(Saved data entries)
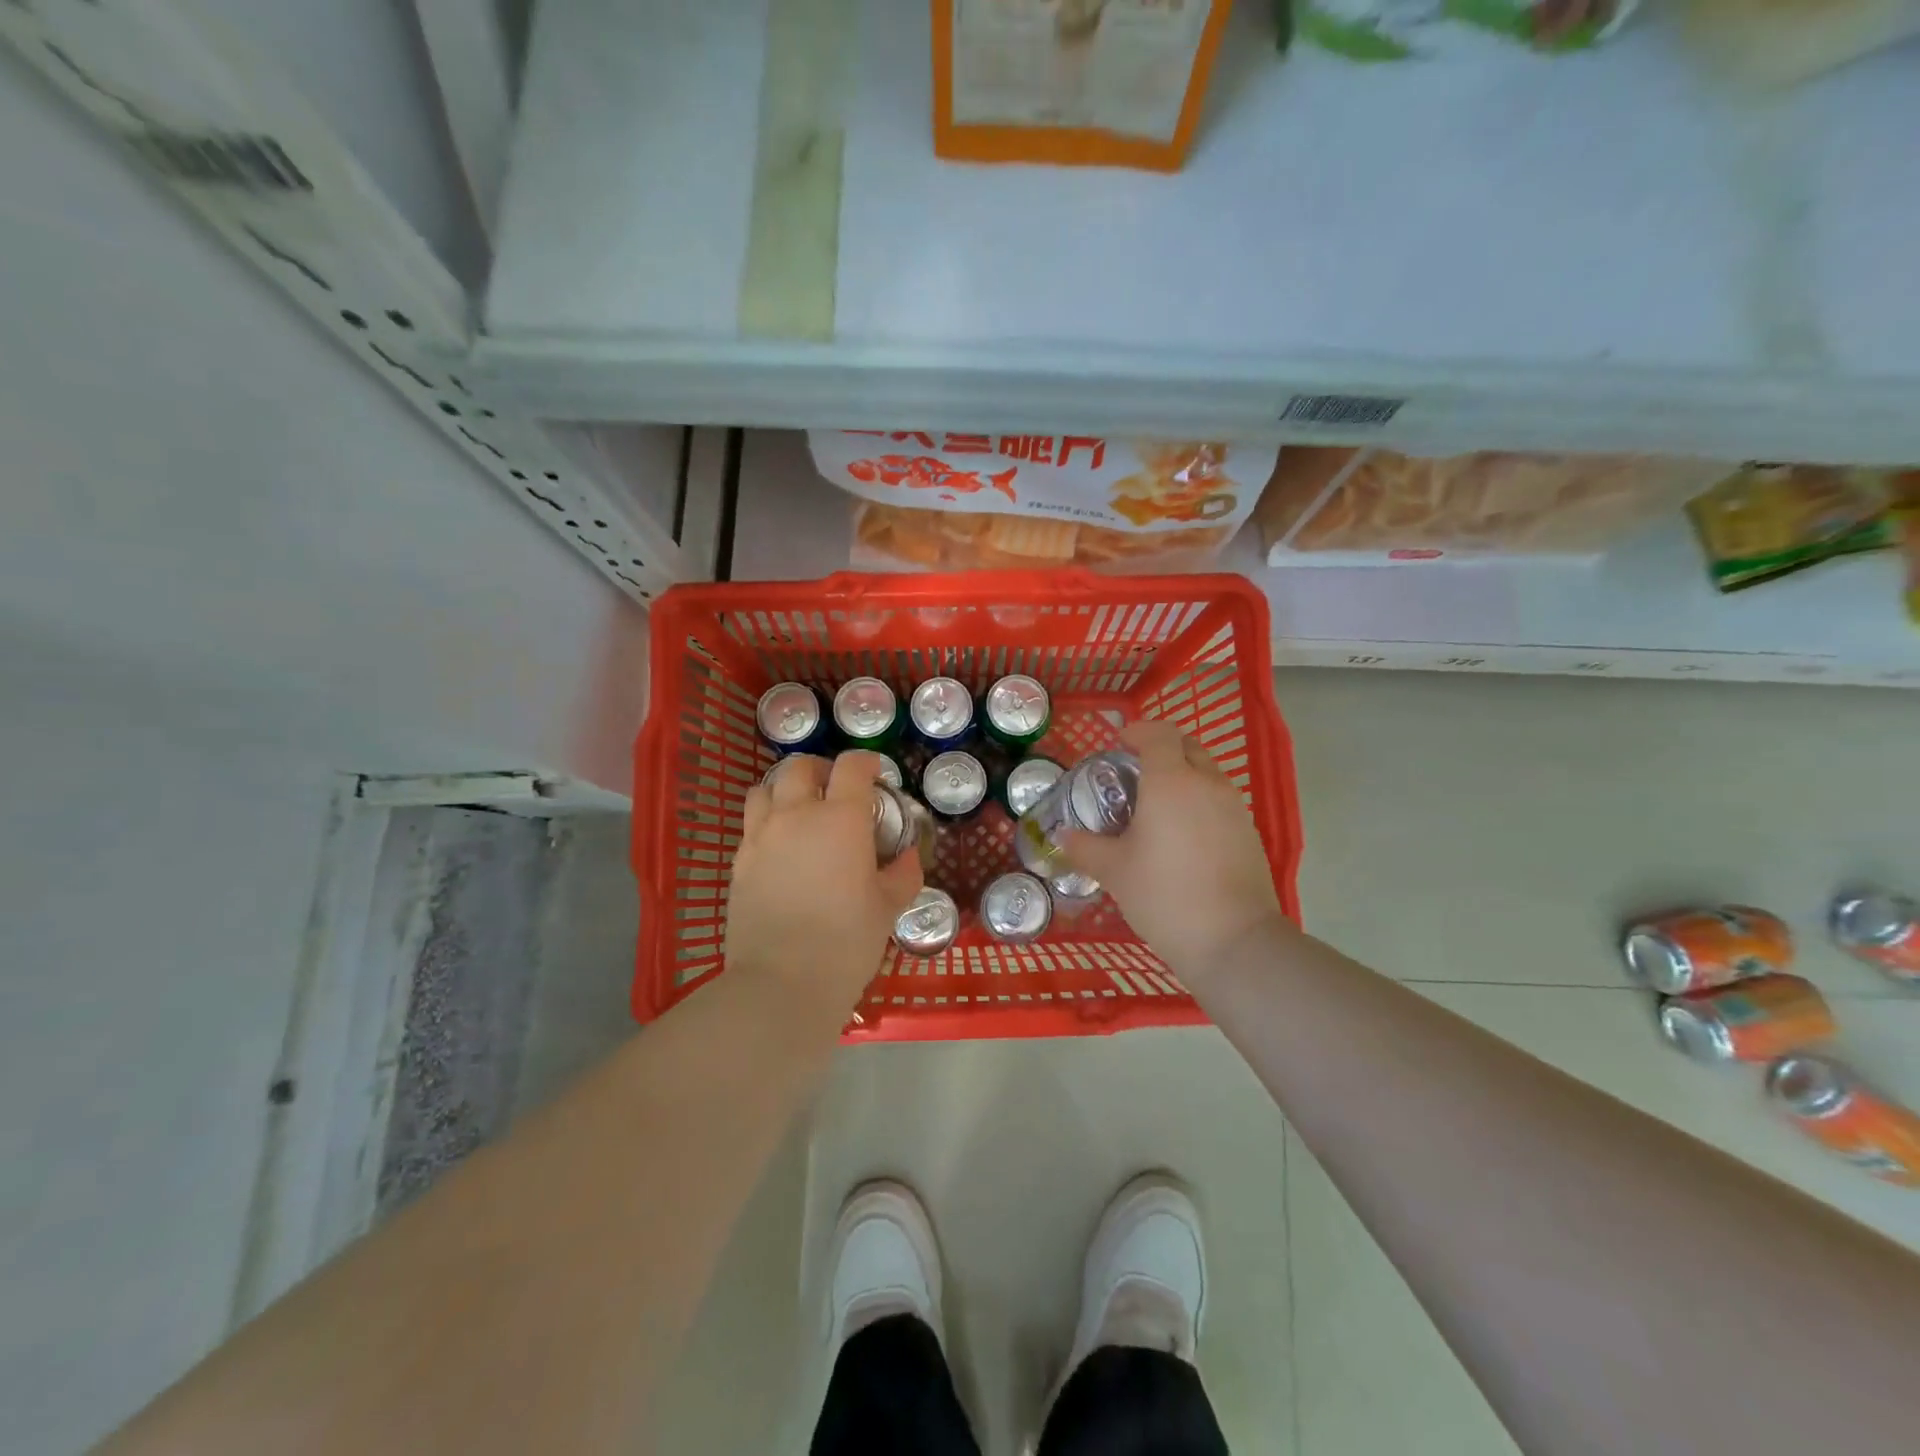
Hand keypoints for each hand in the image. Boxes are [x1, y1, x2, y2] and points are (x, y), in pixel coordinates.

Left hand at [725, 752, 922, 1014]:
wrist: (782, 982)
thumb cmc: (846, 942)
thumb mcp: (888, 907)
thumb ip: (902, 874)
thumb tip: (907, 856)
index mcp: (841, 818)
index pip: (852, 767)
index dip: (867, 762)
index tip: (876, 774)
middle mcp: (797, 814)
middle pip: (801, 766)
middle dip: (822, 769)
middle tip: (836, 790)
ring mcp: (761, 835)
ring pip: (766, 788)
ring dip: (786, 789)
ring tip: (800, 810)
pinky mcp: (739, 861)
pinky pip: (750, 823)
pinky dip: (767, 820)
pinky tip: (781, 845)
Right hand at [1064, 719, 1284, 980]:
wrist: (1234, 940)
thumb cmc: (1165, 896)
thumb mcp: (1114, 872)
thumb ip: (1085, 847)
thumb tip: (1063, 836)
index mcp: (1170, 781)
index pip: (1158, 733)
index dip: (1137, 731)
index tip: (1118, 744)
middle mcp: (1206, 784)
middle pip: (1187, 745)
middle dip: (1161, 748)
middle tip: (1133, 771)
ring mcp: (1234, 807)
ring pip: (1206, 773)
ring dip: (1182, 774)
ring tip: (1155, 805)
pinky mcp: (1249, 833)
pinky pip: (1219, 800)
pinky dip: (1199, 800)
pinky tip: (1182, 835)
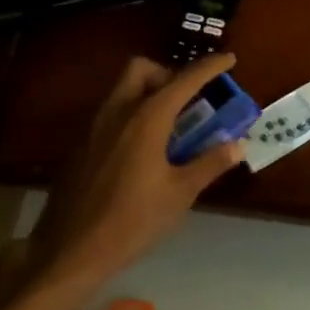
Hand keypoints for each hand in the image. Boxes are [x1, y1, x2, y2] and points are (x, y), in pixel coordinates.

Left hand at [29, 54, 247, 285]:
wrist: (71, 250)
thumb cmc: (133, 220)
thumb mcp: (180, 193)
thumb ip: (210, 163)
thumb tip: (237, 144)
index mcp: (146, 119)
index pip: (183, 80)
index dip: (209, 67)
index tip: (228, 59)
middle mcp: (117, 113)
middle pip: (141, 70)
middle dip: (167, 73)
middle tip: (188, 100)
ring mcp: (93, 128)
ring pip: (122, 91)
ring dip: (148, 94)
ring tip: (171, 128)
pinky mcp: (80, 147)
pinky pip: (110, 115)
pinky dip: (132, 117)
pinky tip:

What the task asks: Please write out exactly, and only, the lines from the beginning of the entries through the line containing "index pip: (852, 767)", including both and skipping all pictures.

Result of this exercise:
Hand keypoints for each hand in the image. Boxes are [x1, y1, x2, y2] and points are (x, y), in pixel coordinates.

Left hand at [725, 752, 922, 1014]:
wrist: (782, 982)
thumb cmc: (846, 942)
thumb mcp: (888, 907)
thumb ip: (902, 874)
thumb tip: (907, 856)
index mcp: (841, 818)
index pip: (852, 767)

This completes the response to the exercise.